_Supplied material_:
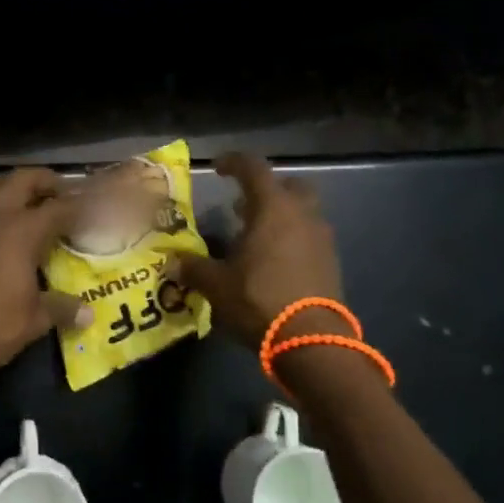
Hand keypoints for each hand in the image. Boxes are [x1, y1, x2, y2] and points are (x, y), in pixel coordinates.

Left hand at [0, 168, 91, 380]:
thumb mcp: (34, 321)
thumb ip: (61, 308)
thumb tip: (87, 313)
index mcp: (22, 230)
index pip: (59, 207)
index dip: (77, 206)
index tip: (87, 211)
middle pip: (22, 179)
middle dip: (44, 181)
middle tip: (57, 193)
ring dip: (9, 188)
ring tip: (20, 204)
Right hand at [168, 153, 342, 344]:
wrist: (312, 340)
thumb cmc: (259, 300)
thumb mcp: (216, 285)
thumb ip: (193, 268)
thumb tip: (173, 262)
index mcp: (273, 208)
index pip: (254, 168)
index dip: (234, 162)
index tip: (218, 167)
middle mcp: (302, 215)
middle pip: (288, 186)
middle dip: (266, 190)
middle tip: (243, 205)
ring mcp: (321, 238)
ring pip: (301, 213)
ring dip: (279, 217)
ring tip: (253, 237)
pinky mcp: (330, 263)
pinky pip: (309, 238)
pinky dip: (290, 240)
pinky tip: (271, 262)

_Task goal_:
Both end lines included, restate word for word the lines above from the line with "thumb mcp: (34, 321)" to the line with "ring mcp: (321, 238)", and nothing else.

_The answer_:
thumb mcp: (34, 321)
thumb ip: (61, 308)
thumb tip: (87, 313)
index mcp: (22, 230)
index pip: (59, 207)
index dip: (77, 206)
index tip: (87, 211)
middle pip: (22, 179)
middle dip: (44, 181)
middle tip: (57, 193)
ring dip: (9, 188)
ring tip: (20, 204)
Right hand at [168, 153, 342, 344]:
wrist: (312, 340)
thumb cmc: (259, 300)
thumb mcp: (216, 285)
thumb ip: (193, 268)
thumb tip: (173, 262)
index mcp: (273, 208)
index pip: (254, 168)
index dip: (234, 162)
index tip: (218, 167)
middle mcp: (302, 215)
middle pip: (288, 186)
middle dip: (266, 190)
middle tip: (243, 205)
ring mcp: (321, 238)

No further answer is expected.